I think it helped that I cleared my desk on Sunday. I had lots of half drafted poems, left-over poems from poetry groups, print-outs of chapters that had been read, marked for editing and left on the desk. I had a shred-fest, emptied my office recycling baskets, generally cleared my workspace. It felt good, ready for productivity. I spent the rest of Sunday planning the verse drama, deciding what the dramatic arc would look like, what characters would be needed, what the characters would be like, speak like, what each scene would contain. Of course, like all the best plans, it’s open to change as it goes along, but I find it helps to have an outline.

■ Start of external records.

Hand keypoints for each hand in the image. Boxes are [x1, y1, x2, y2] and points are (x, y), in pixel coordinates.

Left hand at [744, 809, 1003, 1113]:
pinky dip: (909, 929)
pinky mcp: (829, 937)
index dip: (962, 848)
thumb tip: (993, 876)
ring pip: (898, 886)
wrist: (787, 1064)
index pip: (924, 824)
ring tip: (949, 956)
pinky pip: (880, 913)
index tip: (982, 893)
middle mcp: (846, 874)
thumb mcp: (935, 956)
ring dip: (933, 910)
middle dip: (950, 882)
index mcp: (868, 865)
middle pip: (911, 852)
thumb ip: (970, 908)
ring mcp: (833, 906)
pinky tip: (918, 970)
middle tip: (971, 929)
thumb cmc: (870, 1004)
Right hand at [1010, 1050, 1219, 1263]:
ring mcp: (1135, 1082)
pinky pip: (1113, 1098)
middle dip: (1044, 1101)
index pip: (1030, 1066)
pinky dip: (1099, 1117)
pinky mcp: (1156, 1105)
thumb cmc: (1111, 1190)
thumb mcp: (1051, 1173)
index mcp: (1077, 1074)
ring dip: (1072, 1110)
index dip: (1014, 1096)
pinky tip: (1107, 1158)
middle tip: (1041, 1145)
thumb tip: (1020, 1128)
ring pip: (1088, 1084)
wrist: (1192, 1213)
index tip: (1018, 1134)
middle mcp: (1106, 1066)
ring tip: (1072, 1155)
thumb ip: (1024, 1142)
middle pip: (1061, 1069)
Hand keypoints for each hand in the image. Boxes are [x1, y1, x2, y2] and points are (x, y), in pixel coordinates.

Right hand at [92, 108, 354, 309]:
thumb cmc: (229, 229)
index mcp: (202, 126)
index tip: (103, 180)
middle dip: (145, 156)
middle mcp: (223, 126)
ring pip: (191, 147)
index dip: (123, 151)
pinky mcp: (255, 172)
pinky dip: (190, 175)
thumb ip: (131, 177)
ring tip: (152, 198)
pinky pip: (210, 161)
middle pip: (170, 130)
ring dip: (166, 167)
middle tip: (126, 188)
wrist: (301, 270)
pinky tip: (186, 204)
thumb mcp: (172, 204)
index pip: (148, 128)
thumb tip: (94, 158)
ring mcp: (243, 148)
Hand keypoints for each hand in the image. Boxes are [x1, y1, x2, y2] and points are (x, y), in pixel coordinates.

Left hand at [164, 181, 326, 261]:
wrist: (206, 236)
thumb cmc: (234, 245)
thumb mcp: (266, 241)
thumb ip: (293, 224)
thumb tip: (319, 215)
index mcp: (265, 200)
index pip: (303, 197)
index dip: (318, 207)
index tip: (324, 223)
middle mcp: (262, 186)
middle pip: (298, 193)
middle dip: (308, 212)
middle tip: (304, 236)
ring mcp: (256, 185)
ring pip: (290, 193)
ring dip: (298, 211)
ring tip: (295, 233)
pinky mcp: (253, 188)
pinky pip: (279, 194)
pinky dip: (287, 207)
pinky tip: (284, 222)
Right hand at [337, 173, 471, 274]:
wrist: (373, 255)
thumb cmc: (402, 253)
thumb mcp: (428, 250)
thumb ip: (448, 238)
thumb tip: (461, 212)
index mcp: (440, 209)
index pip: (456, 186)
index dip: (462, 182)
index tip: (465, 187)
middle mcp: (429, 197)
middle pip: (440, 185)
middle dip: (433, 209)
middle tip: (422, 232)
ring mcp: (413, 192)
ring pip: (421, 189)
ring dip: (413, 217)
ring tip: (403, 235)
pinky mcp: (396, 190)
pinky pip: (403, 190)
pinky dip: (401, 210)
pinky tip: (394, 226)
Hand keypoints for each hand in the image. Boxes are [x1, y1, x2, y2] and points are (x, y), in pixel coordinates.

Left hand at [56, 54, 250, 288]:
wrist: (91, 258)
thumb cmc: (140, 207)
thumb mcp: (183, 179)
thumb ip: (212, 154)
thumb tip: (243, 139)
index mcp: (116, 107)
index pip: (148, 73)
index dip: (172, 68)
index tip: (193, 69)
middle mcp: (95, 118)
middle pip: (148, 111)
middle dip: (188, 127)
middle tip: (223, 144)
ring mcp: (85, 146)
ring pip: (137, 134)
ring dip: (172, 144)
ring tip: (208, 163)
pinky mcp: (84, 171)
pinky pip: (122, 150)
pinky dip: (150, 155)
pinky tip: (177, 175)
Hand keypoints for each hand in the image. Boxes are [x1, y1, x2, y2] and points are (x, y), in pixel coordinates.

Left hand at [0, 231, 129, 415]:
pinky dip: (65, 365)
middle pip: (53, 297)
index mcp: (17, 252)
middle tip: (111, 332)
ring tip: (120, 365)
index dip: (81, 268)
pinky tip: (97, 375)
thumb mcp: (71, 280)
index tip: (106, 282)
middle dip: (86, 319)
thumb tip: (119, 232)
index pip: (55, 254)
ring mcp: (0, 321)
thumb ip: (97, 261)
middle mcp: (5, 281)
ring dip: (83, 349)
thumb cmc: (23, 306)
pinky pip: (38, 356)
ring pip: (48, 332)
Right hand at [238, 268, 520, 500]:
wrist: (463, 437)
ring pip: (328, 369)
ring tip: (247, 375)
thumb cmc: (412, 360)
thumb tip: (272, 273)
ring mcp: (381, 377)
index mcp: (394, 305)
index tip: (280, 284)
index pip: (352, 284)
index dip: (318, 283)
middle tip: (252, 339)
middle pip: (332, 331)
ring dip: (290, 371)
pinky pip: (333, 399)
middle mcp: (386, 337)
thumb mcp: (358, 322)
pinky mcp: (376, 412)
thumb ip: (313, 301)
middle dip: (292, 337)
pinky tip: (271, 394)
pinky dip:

Monday was all about creative thinking. My brain was somewhere else, mentally chewing away at the drama. I did the ironing: always a good way to spend time thinking my own thoughts. I rarely have telly or music on when I’m ironing; and I had a lot of thinking to do on Monday. For the first time since my fall in July, I got the ironing up to date: I’ve only been able to do about five items before my back was too sore to continue. But thinking is anaesthetic, and I emptied the basket on Monday. Admittedly I didn’t iron bed linen, gym gear, some of my jumpers: I folded them carefully and put them away un-ironed. But the rest is done. I needed the comfort of my hot water bottle after, but this is another milestone on the road to complete recovery. On Monday afternoon we decided to forgo our usual session at the gym and opted instead for a gentle stroll along the canal from Uppermill to Grandpa Greene’s at Diggle (more creative thinking time while I walked). It was a lovely wintry afternoon: cold and crisp with clear blue sky. The canal was like a mirror, with wonderful reflections of the sky, late autumn trees and walkers on the opposite towpath:

img_0308    img_0321

Tuesday was the day I started to write. I realised I didn’t have to write the drama in chronological order as it will appear in the finished piece, I could write a scene at a time, especially the stand-alone scenes involving the one appearance of a character, for instance the doctor or the coroner’s assistant. So I chose two of these scenes to work on on Tuesday to get me going. Making a start is often the hardest thing. Once you begin to invent characters, the continuing development of them is easier. So I made a start. By the end of Tuesday I had two scenes to share with Jean Sprackland when we meet this week. I had to force myself to remember it is a ‘verse drama’ and not just a ‘drama’ that I am writing; that it has to be poetry as well as a play. These two scenes are probably the furthest away from poetry of anything else I will write in it; but I revisited and revisited to draft the poetry in despite this: nothing rhyming, but rhythm and sound. I was quite pleased with them by the end of Tuesday. Yesterday I added a third scene, a confrontation between mother and daughter which enabled the ‘verse’ element free rein. Another scene to share with Jean; and I have had the most incredible idea about the finished piece, which I won’t share with you here but I’ll discuss with her on Tuesday: I’ll keep my powder dry until it’s needed for firing.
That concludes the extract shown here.